Die Fülle des Lebens

im-wasser-traeumen-lt

Ich träumte, dass mir gegenüber die Fülle des Lebens existierte. Ich sah sie und spürte sie. Sie war lieblich, anmutig, wohlgeformt, wunderbar geordnet, klar, tief, weise, freundlich. Sie war ein Gebilde von einfacher Struktur, aber großer Fülle.

Ich dachte: »So einfach ist das Leben also«. Ich empfand mich dazu in der Lage, das Leben – so mir gegeben – anderen verständlich zu erklären. Ich konnte im nächsten Schritt sogar ein noch einfacheres Gebilde ableiten, von dem ich sicher war, dass ich es allen verständlich machen kann. Das einzige, was ich benötigte, war ein Drucker, um es auszudrucken. Als ich dann zunehmend erwachte, wurde mir zunehmend bewusst, dass ich nichts würde ausdrucken können. Aber die Überzeugung, es trotzdem verstanden zu haben und erklären zu können, und die Freude an der Schönheit des Lebensnetzes blieben mir erhalten bis in den Tag hinein. Bis jetzt.

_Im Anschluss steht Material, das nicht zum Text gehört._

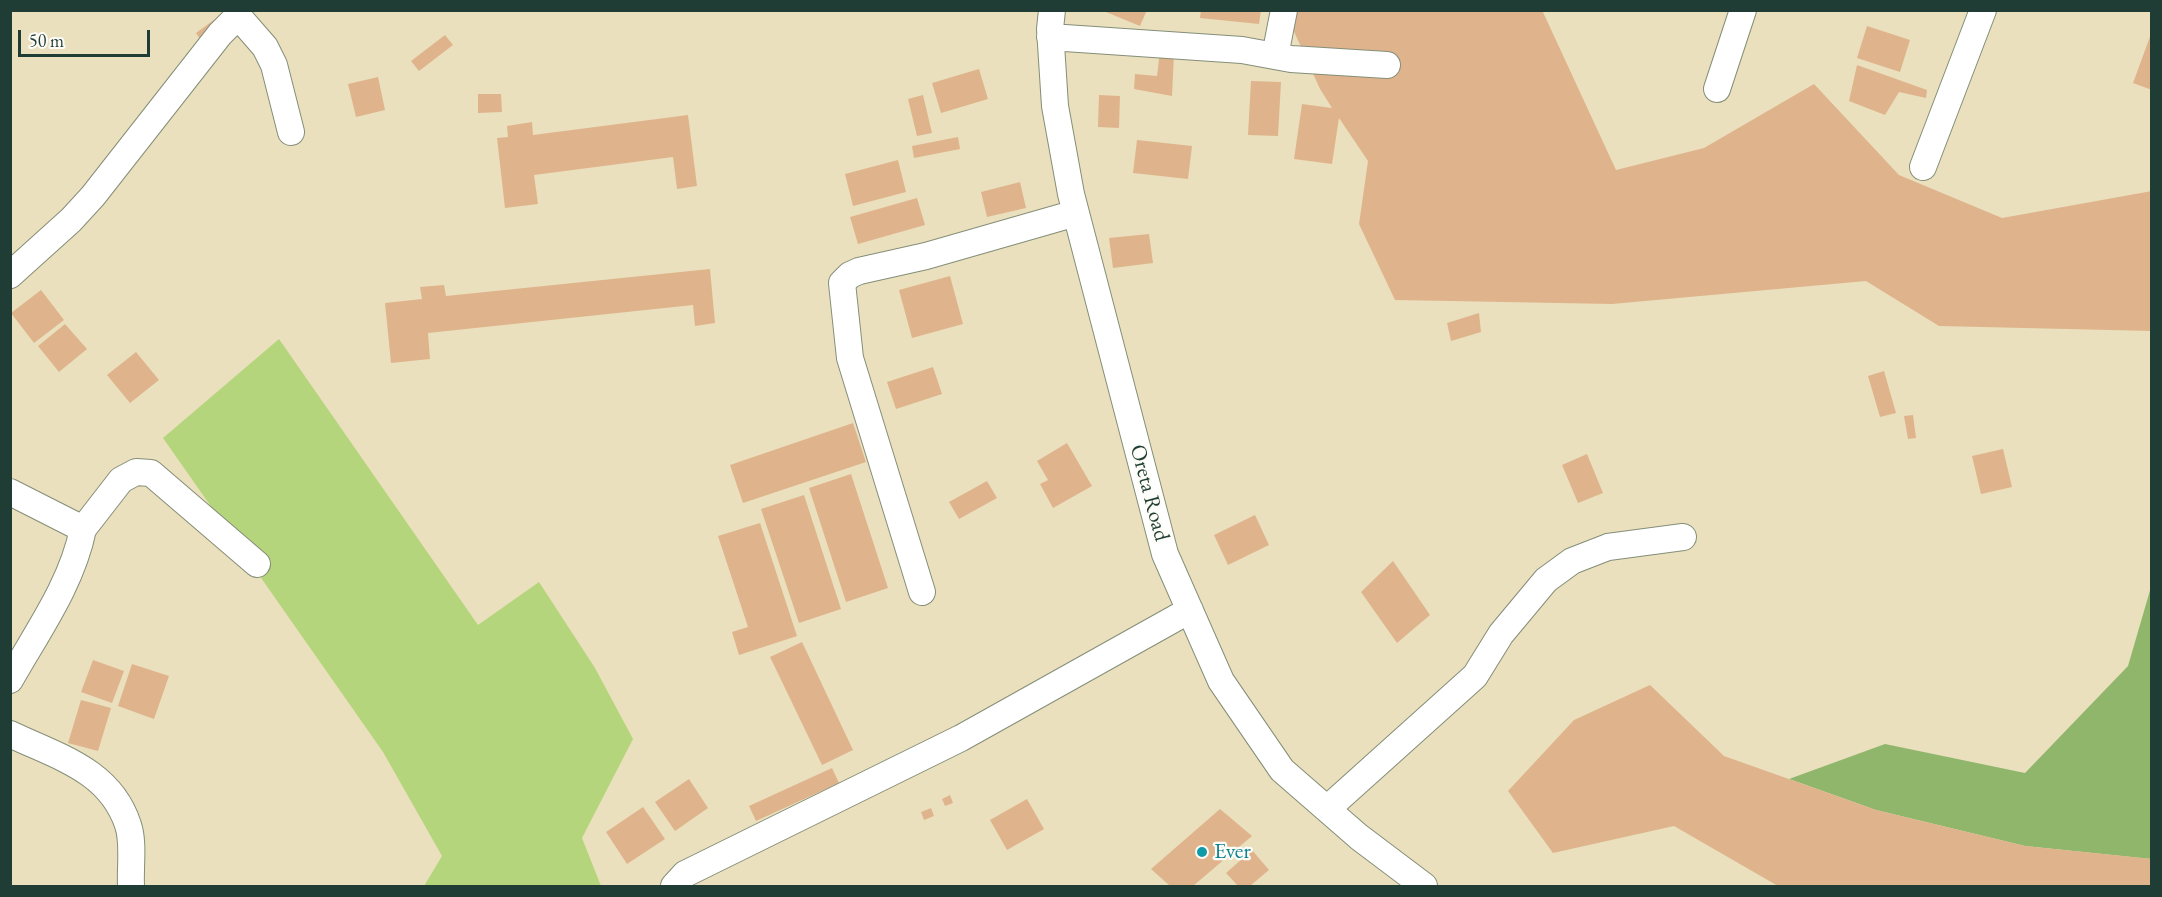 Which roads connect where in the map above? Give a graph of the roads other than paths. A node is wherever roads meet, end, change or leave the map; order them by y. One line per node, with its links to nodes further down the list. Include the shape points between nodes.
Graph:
1 (1052, 10): 6 (street, Oreta Road)
2 (1284, 10): 7 (street)
3 (1743, 10): 9 (street)
4 (1983, 10): 11 (street)
5 (237, 13): 10 (street, via 265,47 274,65); 13 (street, via 93,196)
6 (1050, 37): 7 (street, via 1242,50); 12 (street, Oreta Road, via 1055,106)
7 (1275, 56): 8 (street)
8 (1387, 65)
9 (1717, 89)
10 (291, 132)
11 (1923, 167)
12 (1076, 213): 18 (street, via 859,271 842,283 850,357); 19 (street, Oreta Road, via 1165,554)
13 (10, 275)
14 (10, 492): 15 (street)
15 (83, 529): 17 (street, via 121,480 136,472 151,473); 20 (street, via 66,580)
16 (1683, 537): 22 (street, via 1608,547 1572,561 1546,580 1501,634 1475,676)
17 (257, 564)
18 (922, 592)
19 (1190, 610): 22 (street, Oreta Road, via 1221,681 1251,725 1282,770); 25 (street, via 960,738 685,874)
20 (10, 680)
21 (10, 734): 24 (street, via 95,775 114,796 129,826)
22 (1327, 809): 23 (street, Oreta Road)
23 (1413, 883)
24 (131, 885)
25 (674, 886) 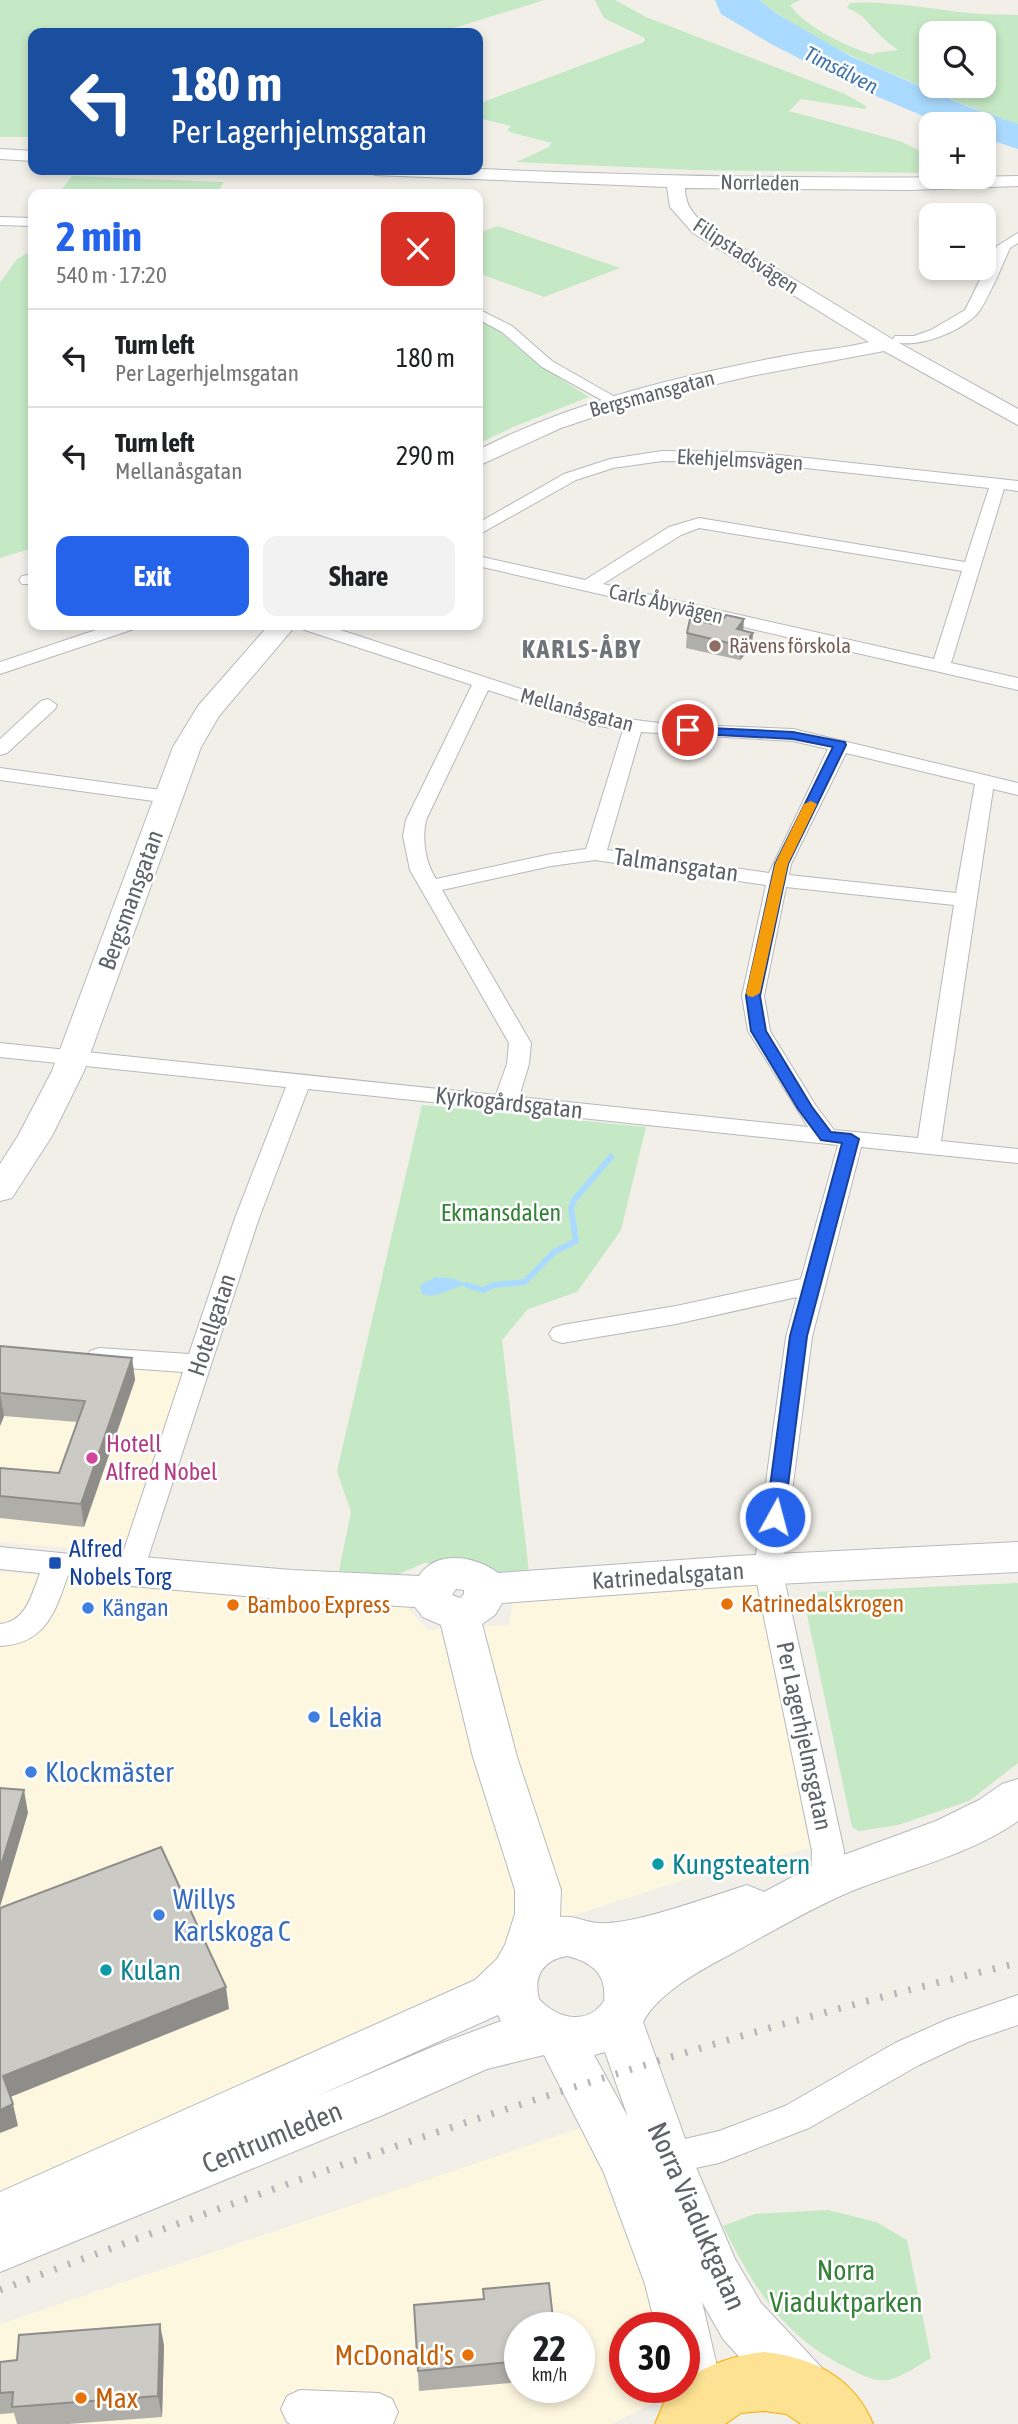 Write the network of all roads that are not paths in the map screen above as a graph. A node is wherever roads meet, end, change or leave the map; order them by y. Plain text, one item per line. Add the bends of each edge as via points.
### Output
1 (0, 155) edge
2 (28, 156) edge
3 (483, 174) edge
4 (681, 180) junction
5 (996, 180) edge
6 (1018, 181) edge
7 (919, 183) edge
8 (0, 221) edge
9 (28, 222) edge
10 (1018, 237) edge
11 (483, 316) edge
12 (892, 341) junction
13 (614, 401) junction
14 (1018, 408) edge
15 (1018, 418) edge
16 (483, 456) edge
17 (998, 484) junction
18 (1018, 486) edge
19 (483, 527) edge
20 (483, 562) edge
21 (974, 568) junction
22 (588, 586) junction
23 (111, 630) edge
24 (279, 630) edge
25 (323, 630) edge
26 (6, 661) edge
27 (941, 666) junction
28 (484, 682) junction
29 (1018, 684) edge
30 (48, 705) dead end
31 (633, 727) junction
32 (840, 745) junction
33 (0, 749) edge
34 (0, 774) edge
35 (985, 780) junction
36 (1018, 789) edge
37 (169, 797) junction
38 (595, 854) junction
39 (776, 880) junction
40 (430, 887) junction
41 (965, 900) junction
42 (0, 1050) edge
43 (74, 1057) junction
44 (300, 1081) junction
45 (505, 1103) junction
46 (839, 1138) junction
47 (929, 1147) junction
48 (1018, 1156) edge
49 (0, 1190) edge
50 (810, 1286) junction
51 (562, 1334) dead end
52 (80, 1356) edge
53 (200, 1364) junction
54 (1018, 1557) edge
55 (0, 1558) edge
56 (58, 1564) junction
57 (768, 1569) junction
58 (131, 1571) junction
59 (459, 1598) junction
60 (0, 1635) edge
61 (1018, 1797) edge
62 (827, 1881) junction
63 (538, 1890) junction
64 (594, 1941) junction
65 (520, 1964) junction
66 (1018, 2010) edge
67 (623, 2012) junction
68 (553, 2036) junction
69 (647, 2162) junction
70 (51, 2210) junction
71 (0, 2217) edge
72 (0, 2248) edge
73 (679, 2312) edge
74 (300, 2409) dead end
75 (379, 2412) dead end
76 (837, 2415) edge
77 (686, 2416) edge

1 - 2 street
3 - 4 street, Norrleden
4 - 7 street, Norrleden
4 - 12 street, Filipstadsvägen via 676,184 677,202 695,226
5 - 6 street, Norrleden
8 - 9 street
10 - 12 street, Bergsmansgatan via 1004,246 971,313 915,340
11 - 13 street via 508,329 547,363
12 - 13 street, Bergsmansgatan via 872,349 721,375
12 - 14 street, Filipstadsvägen
12 - 15 street, Filipstadsvägen
13 - 16 street, Bergsmansgatan via 541,427
17 - 18 street, Ekehjelmsvägen
17 - 19 street, Ekehjelmsvägen via 750,457 662,456 610,464 570,477
17 - 21 street
20 - 22 street, Carls Åbyvägen
21 - 22 street via 699,523 675,531
21 - 27 street
22 - 27 street, Carls Åbyvägen
23 - 26 street
24 - 37 street, Bergsmansgatan via 197,728
25 - 28 street, Mellanåsgatan
27 - 29 street, Carls Åbyvägen
28 - 31 street, Mellanåsgatan
28 - 40 street via 416,820 415,855
30 - 33 street
31 - 32 street, Mellanåsgatan via 793,735
31 - 38 street
32 - 35 street, Mellanåsgatan
32 - 39 street
34 - 37 street
35 - 36 street, Mellanåsgatan
35 - 41 street
37 - 43 street, Bergsmansgatan
38 - 39 street, Talmansgatan
38 - 40 street, Talmansgatan
39 - 41 street, Talmansgatan
39 - 46 street via 756,973 754,1012 770,1052 806,1109
40 - 45 street via 520,1043
41 - 47 street
42 - 43 street, Kyrkogårdsgatan
43 - 44 street, Kyrkogårdsgatan
43 - 49 street, Bergsmansgatan via 35,1136
44 - 45 street, Kyrkogårdsgatan
44 - 53 street, Hotellgatan via 247,1218
45 - 46 street, Kyrkogårdsgatan
46 - 47 street, Kyrkogårdsgatan
46 - 50 street, Per Lagerhjelmsgatan
47 - 48 street, Kyrkogårdsgatan
50 - 51 street
50 - 57 street, Per Lagerhjelmsgatan via 799,1336
52 - 53 street
53 - 58 street, Hotellgatan
54 - 57 street, Katrinedalsgatan
55 - 56 street
56 - 58 street
56 - 60 street via 33,1622 23,1632
57 - 59 street, Katrinedalsgatan
57 - 62 street, Per Lagerhjelmsgatan via 828,1851
58 - 59 street, Katrinedalsgatan
59 - 63 street via 463,1638
61 - 62 street via 952,1834
62 - 64 street via 632,1939
62 - 67 street via 682,1957 657,1975
63 - 64 street
63 - 65 street via 538,1914
64 - 65 street via 567,1936 554,1939 535,1946
64 - 67 street via 626,1969 631,1982
65 - 68 street via 512,1988 516,2004 524,2018
65 - 70 street, Centrumleden via 492,1995 352,2056
66 - 69 street via 907,2054 797,2117 719,2147
67 - 68 street via 588,2038
67 - 69 street, Norra Viaduktgatan
68 - 69 street, Norra Viaduktgatan
68 - 70 street, Centrumleden via 515,2037 402,2084
69 - 73 street, Norra Viaduktgatan
69 - 76 street, Norra Viaduktgatan via 733,2307 758,2340
70 - 71 street, Centrumleden
70 - 72 street, Centrumleden
74 - 75 street
76 - 77 highway via 785,2383 758,2380 718,2391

Das Netz des Lebens ist das Geheimnis, dass alles verbunden ist und zusammengehört. Alles ist gut, auch wenn es nicht gut erscheint. Es zu nehmen und zu leben ist unser Leben. Was immer kommt zu bejahen und darin die Liebe zu finden. Liebe, Licht, Farbe, Schönheit, Glanz, Fülle, Harmonie, Ruhe, Zärtlichkeit, Umarmung, Tanz, Lächeln, Duft, Wellen, Rundungen, Süße, Multidimensionalität, Tiefe, Glück, Entzücken, Verständnis, Berührung, Wölbung, Schlichtheit, Bescheidenheit, Güte und Heimat, all das waren Elemente dieses Lebensnetzes, das mich beglückte und anlächelte – für alle. Es sagte mir, dass man es einfach nur leben müsse, einfach leben. Sein. Und dankbar sein.

Mir nicht sichtbar, aber für mich fühlbar und mir noch näher als das Lebensnetz war das Zentrum desselben, die Mutter, das Heim – nicht so sehr der Ursprung, das Zuhause eher. Und das war der jüdische Glaube. Nicht im orthodoxen Sinne. Es war das Gefühl des Aufgehobenseins und der Liebe, die ein Rabbi auslöst, der alle, Männer, Frauen und Kinder, gleichermaßen liebt, es war das Chassidische, es war die Demut Gott und der Welt gegenüber, das Alleinsein wie auch das Verbundensein. Die Wärme. Das Licht und die Dunkelheit. Der Rückhalt. Der Glaube.